WTZX
- Sparta, Tennessee; United States;
- Broadcast area: Cookeville, Tennessee
- Frequency: 860 kHz
- Branding: Country Gold 860

Programming
- Format: Classic country

Ownership
- Owner: Peg Broadcasting, LLC
- Sister stations: WSMT

History
- Former call signs: WUCR (?-1983)

Technical information
- Licensing authority: FCC
- Facility ID: 3341
- Class: D
- Power: 1,000 watts (day); 10 watts (night);
- Transmitter coordinates: 35°55′20.00″N 85°26′50.00″W﻿ / ﻿35.9222222°N 85.4472222°W
- Translator: 92.7 W224DM (Sparta)

Links
- Public license information: Public file; LMS;
- Website: pegbroadcasting.com

= WTZX =

WTZX (860 AM, "Country Gold 860") is a radio station broadcasting a classic country music format.
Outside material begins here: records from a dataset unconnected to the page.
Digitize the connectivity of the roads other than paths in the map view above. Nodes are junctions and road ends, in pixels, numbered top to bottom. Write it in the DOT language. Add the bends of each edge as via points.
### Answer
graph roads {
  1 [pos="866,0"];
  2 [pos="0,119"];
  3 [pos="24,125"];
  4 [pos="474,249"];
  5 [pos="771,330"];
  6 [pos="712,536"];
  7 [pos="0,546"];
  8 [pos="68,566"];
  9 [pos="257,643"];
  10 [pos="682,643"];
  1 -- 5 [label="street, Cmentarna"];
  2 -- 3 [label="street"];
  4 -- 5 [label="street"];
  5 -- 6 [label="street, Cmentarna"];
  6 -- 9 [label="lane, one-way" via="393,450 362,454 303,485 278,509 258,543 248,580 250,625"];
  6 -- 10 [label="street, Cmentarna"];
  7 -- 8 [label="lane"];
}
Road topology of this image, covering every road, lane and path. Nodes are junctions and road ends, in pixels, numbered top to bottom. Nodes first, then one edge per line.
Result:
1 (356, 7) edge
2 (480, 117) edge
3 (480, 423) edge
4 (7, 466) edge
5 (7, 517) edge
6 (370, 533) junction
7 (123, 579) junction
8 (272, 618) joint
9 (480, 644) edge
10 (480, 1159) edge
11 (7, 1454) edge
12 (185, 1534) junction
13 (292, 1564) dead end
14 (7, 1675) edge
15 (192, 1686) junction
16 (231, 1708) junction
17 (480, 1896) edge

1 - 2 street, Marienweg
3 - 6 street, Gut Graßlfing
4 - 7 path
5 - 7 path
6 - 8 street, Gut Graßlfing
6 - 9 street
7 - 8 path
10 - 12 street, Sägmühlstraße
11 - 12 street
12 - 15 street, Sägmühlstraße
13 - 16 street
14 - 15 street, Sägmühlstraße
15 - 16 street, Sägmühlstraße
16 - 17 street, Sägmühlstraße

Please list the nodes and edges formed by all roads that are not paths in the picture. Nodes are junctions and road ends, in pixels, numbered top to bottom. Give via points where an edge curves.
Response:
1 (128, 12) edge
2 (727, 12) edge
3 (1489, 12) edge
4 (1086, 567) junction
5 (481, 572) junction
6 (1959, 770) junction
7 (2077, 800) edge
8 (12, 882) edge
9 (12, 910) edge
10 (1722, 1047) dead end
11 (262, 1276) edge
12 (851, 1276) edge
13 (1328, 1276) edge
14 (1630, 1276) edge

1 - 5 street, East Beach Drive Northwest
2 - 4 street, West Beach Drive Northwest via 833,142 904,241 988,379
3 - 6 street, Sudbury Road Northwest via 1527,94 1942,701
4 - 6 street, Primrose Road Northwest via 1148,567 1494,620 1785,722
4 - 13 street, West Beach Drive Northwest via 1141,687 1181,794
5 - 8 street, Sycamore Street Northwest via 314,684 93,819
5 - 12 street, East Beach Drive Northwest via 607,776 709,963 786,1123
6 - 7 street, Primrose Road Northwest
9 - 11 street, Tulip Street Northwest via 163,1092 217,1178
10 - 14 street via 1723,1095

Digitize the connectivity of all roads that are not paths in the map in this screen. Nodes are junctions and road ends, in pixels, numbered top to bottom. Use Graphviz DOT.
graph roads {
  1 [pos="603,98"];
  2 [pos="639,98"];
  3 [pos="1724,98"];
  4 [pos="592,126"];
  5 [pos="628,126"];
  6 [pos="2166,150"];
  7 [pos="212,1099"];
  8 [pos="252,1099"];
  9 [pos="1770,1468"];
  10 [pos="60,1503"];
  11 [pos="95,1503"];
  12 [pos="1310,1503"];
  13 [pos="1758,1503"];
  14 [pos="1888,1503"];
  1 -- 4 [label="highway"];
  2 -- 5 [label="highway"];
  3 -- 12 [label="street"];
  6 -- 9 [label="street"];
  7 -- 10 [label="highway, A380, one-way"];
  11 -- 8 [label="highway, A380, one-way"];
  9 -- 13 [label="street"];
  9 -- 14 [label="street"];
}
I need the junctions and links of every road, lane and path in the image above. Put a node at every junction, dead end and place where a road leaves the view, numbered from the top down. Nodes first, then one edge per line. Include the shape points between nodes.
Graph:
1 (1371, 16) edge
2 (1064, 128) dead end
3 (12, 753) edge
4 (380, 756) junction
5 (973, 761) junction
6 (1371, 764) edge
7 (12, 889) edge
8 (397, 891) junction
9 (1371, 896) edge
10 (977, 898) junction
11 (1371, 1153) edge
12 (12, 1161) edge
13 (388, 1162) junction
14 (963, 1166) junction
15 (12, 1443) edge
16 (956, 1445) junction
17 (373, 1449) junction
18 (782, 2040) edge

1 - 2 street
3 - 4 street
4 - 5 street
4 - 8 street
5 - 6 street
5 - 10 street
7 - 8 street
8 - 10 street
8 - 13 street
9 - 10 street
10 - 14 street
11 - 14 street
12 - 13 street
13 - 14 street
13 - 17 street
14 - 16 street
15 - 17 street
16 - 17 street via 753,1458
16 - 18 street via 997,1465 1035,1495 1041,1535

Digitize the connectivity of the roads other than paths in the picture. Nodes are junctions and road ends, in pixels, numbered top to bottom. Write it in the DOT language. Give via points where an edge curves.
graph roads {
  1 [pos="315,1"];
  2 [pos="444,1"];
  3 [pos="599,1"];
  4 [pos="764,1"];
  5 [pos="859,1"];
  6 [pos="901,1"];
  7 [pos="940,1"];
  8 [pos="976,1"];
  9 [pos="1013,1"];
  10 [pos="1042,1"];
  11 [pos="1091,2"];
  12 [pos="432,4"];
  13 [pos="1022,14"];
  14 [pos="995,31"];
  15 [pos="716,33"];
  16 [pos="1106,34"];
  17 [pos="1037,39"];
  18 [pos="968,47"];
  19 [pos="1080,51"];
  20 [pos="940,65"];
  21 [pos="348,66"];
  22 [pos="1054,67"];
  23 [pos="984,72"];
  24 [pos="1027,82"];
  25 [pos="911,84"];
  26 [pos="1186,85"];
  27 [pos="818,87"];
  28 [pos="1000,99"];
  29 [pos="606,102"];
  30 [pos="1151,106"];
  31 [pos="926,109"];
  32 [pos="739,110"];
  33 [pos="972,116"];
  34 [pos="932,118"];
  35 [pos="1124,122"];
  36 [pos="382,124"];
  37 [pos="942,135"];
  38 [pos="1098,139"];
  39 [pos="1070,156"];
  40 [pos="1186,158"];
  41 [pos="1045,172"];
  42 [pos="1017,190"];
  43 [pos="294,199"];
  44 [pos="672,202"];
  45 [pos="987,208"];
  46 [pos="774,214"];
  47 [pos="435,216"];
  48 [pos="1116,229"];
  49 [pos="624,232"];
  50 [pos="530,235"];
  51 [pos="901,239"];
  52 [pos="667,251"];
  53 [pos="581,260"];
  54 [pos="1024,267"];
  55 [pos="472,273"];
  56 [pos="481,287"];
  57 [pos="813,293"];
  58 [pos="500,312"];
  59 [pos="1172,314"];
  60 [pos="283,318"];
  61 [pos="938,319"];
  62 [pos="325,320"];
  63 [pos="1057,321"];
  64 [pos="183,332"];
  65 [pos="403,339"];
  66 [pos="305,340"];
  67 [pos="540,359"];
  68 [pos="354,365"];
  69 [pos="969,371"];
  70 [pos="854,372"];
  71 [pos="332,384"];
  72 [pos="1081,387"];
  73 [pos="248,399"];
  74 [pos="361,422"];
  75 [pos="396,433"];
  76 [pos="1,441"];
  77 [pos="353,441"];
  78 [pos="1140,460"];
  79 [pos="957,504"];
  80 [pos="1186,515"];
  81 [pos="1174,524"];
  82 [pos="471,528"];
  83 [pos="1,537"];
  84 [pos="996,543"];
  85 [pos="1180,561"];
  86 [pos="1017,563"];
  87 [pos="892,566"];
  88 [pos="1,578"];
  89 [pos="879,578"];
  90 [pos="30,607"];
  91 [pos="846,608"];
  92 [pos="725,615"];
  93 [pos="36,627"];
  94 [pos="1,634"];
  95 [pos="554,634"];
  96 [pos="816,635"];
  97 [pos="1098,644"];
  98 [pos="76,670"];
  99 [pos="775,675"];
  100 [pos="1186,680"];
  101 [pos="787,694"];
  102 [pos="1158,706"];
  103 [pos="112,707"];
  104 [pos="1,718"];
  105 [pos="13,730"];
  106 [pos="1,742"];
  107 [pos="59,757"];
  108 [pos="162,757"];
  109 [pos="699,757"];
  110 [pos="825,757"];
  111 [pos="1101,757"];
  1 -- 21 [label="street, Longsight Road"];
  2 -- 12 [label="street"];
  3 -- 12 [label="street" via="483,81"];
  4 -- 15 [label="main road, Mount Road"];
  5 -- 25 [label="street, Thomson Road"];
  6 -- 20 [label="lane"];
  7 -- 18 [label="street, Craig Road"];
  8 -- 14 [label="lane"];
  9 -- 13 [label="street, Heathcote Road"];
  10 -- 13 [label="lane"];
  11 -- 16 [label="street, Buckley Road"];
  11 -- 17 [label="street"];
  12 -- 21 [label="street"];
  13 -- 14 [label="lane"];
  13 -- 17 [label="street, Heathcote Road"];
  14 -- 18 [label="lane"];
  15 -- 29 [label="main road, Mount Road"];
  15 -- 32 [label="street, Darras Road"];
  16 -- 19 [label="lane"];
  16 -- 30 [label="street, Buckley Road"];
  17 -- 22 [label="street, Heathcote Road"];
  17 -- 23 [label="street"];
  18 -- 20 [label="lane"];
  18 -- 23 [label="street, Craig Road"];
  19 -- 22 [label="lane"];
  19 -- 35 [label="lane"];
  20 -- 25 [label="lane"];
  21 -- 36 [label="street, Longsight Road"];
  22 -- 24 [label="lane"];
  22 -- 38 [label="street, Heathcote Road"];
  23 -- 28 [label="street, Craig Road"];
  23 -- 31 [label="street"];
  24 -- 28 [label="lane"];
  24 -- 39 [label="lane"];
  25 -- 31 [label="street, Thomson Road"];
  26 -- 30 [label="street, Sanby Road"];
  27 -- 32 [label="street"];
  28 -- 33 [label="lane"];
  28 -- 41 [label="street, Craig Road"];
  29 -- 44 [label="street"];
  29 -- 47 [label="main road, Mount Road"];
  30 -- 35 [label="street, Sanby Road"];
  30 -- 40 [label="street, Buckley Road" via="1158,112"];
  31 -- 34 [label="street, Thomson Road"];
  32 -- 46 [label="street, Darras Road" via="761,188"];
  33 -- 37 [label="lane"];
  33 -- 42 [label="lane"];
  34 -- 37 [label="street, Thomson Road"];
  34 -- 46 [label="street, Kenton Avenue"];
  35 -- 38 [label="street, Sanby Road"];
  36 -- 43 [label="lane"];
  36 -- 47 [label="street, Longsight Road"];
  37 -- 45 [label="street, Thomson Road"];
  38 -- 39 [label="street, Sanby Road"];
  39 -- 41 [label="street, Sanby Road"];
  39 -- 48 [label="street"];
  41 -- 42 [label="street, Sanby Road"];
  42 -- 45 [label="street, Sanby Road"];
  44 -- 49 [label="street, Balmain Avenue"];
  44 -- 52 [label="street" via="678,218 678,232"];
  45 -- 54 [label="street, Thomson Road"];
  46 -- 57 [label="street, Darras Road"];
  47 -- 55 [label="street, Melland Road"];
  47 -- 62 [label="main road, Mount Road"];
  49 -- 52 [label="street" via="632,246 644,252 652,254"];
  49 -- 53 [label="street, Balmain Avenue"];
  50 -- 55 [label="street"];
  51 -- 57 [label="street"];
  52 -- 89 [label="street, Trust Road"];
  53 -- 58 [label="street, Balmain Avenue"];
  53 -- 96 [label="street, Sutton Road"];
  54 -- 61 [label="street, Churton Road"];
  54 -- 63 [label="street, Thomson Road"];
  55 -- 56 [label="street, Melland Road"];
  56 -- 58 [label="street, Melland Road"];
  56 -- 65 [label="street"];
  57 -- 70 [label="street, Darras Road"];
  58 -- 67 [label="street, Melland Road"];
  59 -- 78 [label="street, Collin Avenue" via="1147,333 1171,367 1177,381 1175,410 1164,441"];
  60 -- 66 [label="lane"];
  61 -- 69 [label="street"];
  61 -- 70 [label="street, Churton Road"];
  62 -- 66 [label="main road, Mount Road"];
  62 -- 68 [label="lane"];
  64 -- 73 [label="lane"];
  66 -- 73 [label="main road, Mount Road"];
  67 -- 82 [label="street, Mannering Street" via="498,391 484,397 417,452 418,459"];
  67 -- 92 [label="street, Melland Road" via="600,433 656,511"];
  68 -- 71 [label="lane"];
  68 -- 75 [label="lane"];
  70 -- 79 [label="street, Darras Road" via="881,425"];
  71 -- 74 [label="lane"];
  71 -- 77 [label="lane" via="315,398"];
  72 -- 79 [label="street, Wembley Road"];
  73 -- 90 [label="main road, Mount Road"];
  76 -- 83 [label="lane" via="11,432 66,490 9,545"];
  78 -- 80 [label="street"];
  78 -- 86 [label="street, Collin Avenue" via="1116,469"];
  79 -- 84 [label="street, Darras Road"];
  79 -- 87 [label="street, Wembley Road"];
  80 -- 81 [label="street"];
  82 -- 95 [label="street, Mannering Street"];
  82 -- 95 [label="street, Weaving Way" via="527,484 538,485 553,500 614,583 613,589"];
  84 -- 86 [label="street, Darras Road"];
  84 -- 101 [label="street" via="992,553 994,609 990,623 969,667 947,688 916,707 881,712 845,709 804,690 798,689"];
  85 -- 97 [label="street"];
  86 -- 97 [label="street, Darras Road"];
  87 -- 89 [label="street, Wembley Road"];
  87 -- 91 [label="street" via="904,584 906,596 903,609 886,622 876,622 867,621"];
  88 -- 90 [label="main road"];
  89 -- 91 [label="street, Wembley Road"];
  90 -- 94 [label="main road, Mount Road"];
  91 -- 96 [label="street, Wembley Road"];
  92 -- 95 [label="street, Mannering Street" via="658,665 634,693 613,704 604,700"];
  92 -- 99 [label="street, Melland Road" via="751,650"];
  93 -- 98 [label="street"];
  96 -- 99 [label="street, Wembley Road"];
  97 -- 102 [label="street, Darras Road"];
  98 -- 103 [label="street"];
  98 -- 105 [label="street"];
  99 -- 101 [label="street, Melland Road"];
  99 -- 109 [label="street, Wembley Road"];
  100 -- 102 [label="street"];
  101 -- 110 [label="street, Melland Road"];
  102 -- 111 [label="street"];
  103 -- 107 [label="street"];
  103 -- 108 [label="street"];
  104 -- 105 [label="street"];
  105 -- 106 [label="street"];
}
Licensed to Sparta, Tennessee, United States, the station serves the Cookeville area. The station is currently owned by Peg Broadcasting, LLC and features programming from Citadel Media and Dial Global.

On June 1, 2010, WTZX changed their format to classic country, branded as "Country Gold 860".

WTZX has been granted an FCC construction permit to move to a different transmitter site, decrease daytime power to 950 watts and add critical hours service with 950 watts.